Updated at 13:52,22-04-2024

IMF experts arrive in Belarus

BelaPAN

Experts of the International Monetary Fund (IMF) on November 3 arrived in Minsk to discuss with the authorities their economic policy pursued this year and plans for the next couple of years.

The IMF team is to stay in Belarus until November 16, said the press center of the Fund’s office in Minsk.

Its talks will focus on the country’s monetary, tax and foreign exchange policies, as well as on the government’s plans for structural reforms in the next three to five years.

The press office said that the expediency of the IMF’s new stand-by program for Belarus would not be on the agenda of the visit.
In late March, the IMF Executive Board completed the fourth review of Belarus’ performance under an economic program supported under the country`s Stand-By Arrangement with the Fund, authorizing the immediate disbursement of about $663 million, which brought total disbursements under the program to an amount equivalent to $3.46 billion.
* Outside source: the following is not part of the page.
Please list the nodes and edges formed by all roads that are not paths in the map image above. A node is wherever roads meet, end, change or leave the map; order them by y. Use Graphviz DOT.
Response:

In August, Prime Minister Syarhey Sidorski told IMF Resident Representative Natallya Kalyadzina that Minsk was ready to apply for further assistance, if need be. But he made it clear that the economy was in a good shape.
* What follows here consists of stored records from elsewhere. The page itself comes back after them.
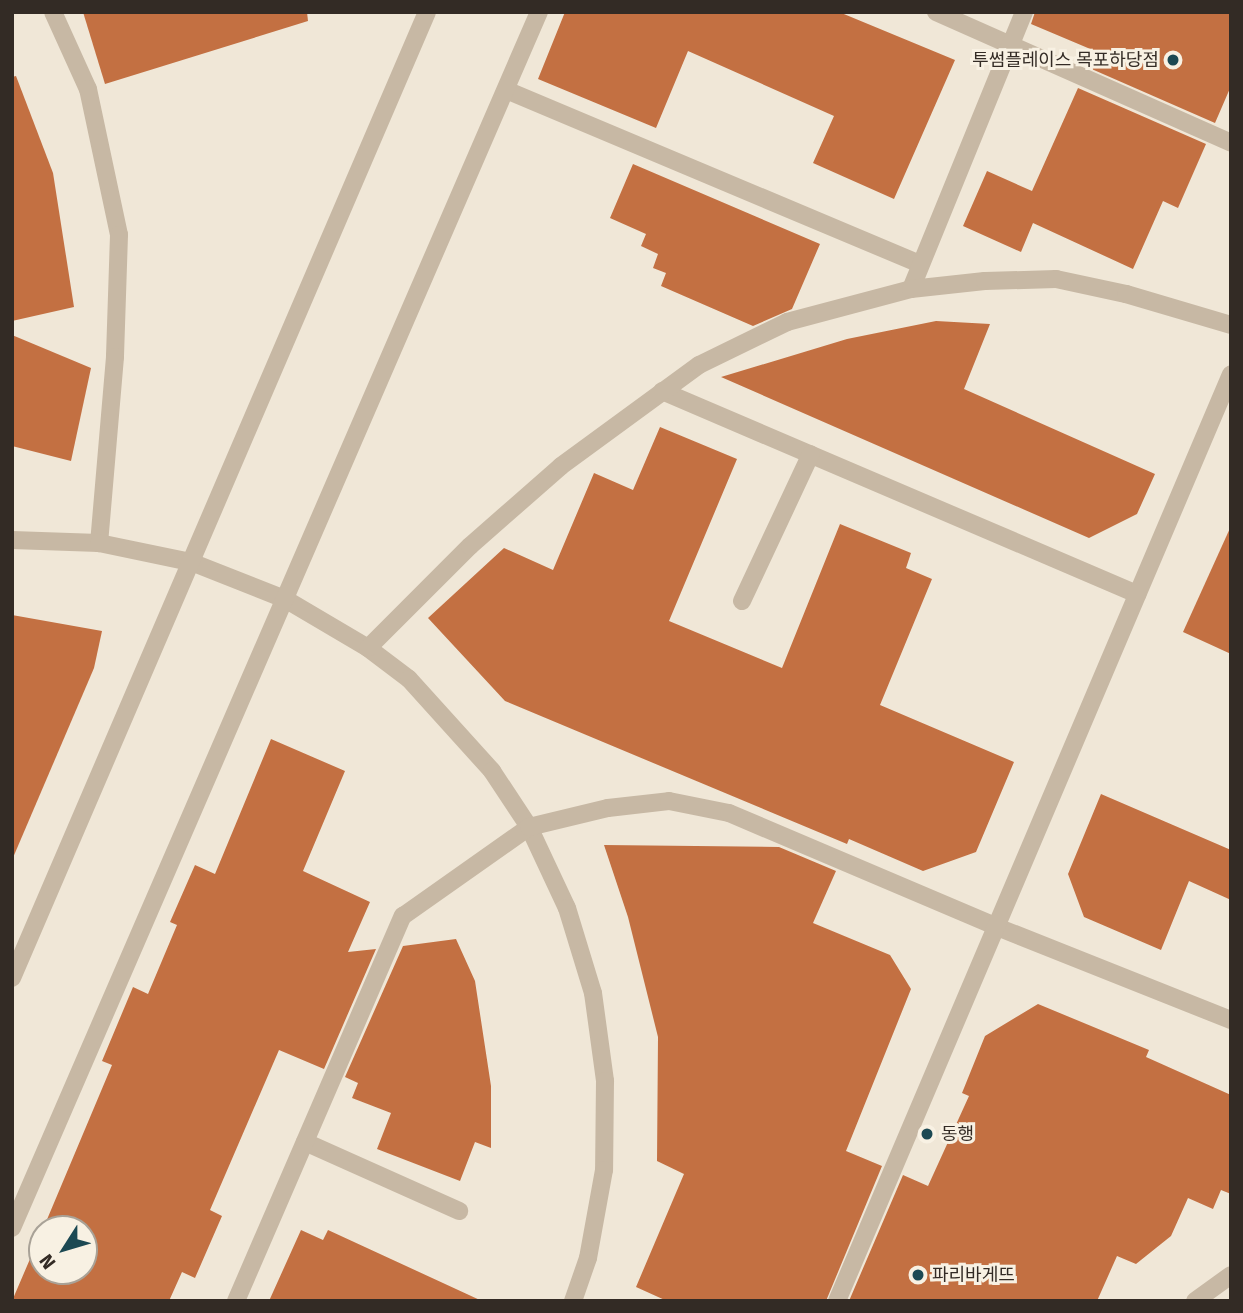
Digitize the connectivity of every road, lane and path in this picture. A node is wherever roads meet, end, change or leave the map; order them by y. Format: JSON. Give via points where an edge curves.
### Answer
{"nodes":[{"id":1,"x":53,"y":12,"type":"edge"},
{"id":2,"x":427,"y":12,"type":"edge"},
{"id":3,"x":539,"y":12,"type":"edge"},
{"id":4,"x":936,"y":12,"type":"edge"},
{"id":5,"x":1024,"y":12,"type":"edge"},
{"id":6,"x":1011,"y":45,"type":"junction"},
{"id":7,"x":506,"y":90,"type":"junction"},
{"id":8,"x":1231,"y":143,"type":"edge"},
{"id":9,"x":920,"y":264,"type":"junction"},
{"id":10,"x":911,"y":289,"type":"junction"},
{"id":11,"x":1231,"y":326,"type":"edge"},
{"id":12,"x":1231,"y":374,"type":"edge"},
{"id":13,"x":662,"y":391,"type":"junction"},
{"id":14,"x":811,"y":454,"type":"junction"},
{"id":15,"x":12,"y":540,"type":"edge"},
{"id":16,"x":99,"y":543,"type":"junction"},
{"id":17,"x":191,"y":562,"type":"junction"},
{"id":18,"x":1137,"y":594,"type":"junction"},
{"id":19,"x":285,"y":598,"type":"junction"},
{"id":20,"x":742,"y":601,"type":"dead end"},
{"id":21,"x":368,"y":648,"type":"junction"},
{"id":22,"x":529,"y":827,"type":"junction"},
{"id":23,"x":997,"y":927,"type":"junction"},
{"id":24,"x":12,"y":978,"type":"edge"},
{"id":25,"x":1231,"y":1020,"type":"edge"},
{"id":26,"x":305,"y":1142,"type":"junction"},
{"id":27,"x":459,"y":1211,"type":"dead end"},
{"id":28,"x":12,"y":1228,"type":"edge"},
{"id":29,"x":1231,"y":1275,"type":"edge"},
{"id":30,"x":236,"y":1301,"type":"edge"},
{"id":31,"x":573,"y":1301,"type":"edge"},
{"id":32,"x":837,"y":1301,"type":"edge"},
{"id":33,"x":1195,"y":1301,"type":"edge"}],
"edges":[{"from":1,"to":16,"type":"street","via":[[88,89],[119,235],[115,357]]},
{"from":2,"to":17,"type":"street"},
{"from":3,"to":7,"type":"street"},
{"from":4,"to":6,"type":"street"},
{"from":5,"to":6,"type":"street"},
{"from":6,"to":8,"type":"street"},
{"from":6,"to":9,"type":"street"},
{"from":7,"to":9,"type":"street"},
{"from":7,"to":19,"type":"street"},
{"from":9,"to":10,"type":"street"},
{"from":10,"to":11,"type":"street","via":[[1056,279],[1126,294]]},
{"from":10,"to":13,"type":"street","via":[[787,322],[698,365]]},
{"from":12,"to":18,"type":"street"},
{"from":13,"to":14,"type":"street"},
{"from":13,"to":21,"type":"street","via":[[551,474],[470,546]]},
{"from":14,"to":18,"type":"street"},
{"from":14,"to":20,"type":"street"},
{"from":15,"to":16,"type":"street"},
{"from":16,"to":17,"type":"street"},
{"from":17,"to":19,"type":"street"},
{"from":17,"to":24,"type":"street"},
{"from":18,"to":23,"type":"street"},
{"from":19,"to":21,"type":"street"},
{"from":19,"to":28,"type":"street"},
{"from":21,"to":22,"type":"street","via":[[410,679],[448,719],[492,771]]},
{"from":22,"to":23,"type":"street","via":[[608,808],[669,801],[729,813]]},
{"from":22,"to":26,"type":"street","via":[[403,916]]},
{"from":22,"to":31,"type":"street","via":[[567,908],[593,993],[605,1082],[604,1170],[588,1258]]},
{"from":23,"to":25,"type":"street"},
{"from":23,"to":32,"type":"street"},
{"from":26,"to":27,"type":"street"},
{"from":26,"to":30,"type":"street"},
{"from":29,"to":33,"type":"street"}]}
The Belarusian government so far has not applied to the Fund for a new loan, but some economic experts predict that the authorities will start the negotiations early next year.

A new IMF program is necessary, economist Syarhey Chaly told BelaPAN.
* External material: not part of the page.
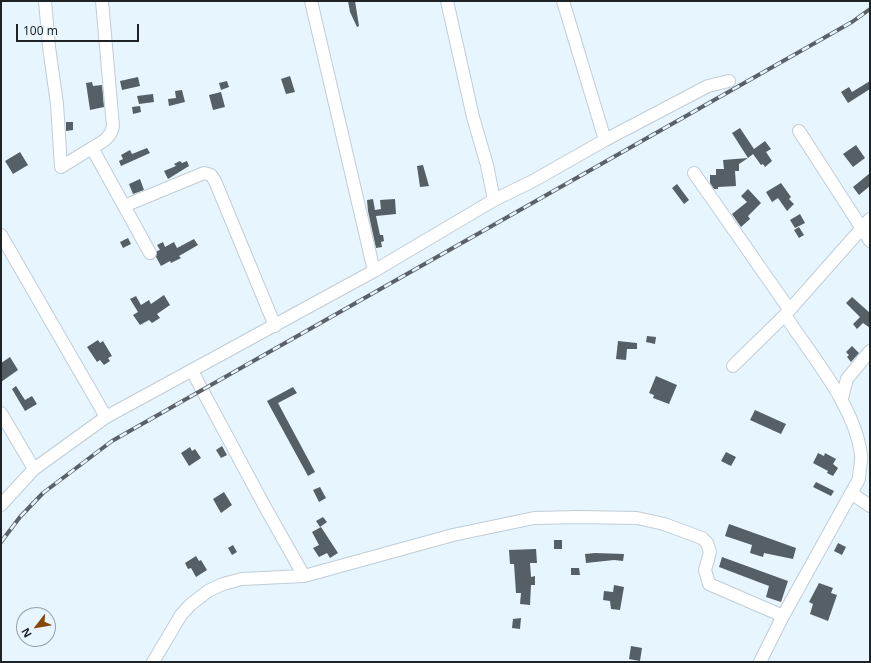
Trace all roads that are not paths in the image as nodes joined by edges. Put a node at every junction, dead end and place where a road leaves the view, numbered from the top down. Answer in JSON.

"One way or another, anti-crisis measures should be taken and no one except the IMF can help Belarus," he said. "The government should discuss and start implementing a new program in the first quarter of 2011. The economy dictates the need to work closely with the IMF."
"The government’s irresponsible policy has exacerbated imbalances," he noted. "Instead of broadening [the exchange rate] corridor to gradually adopt a market rate, the government reintroduced a fixed rate. It returned to a situation that caused devaluation in early 2009."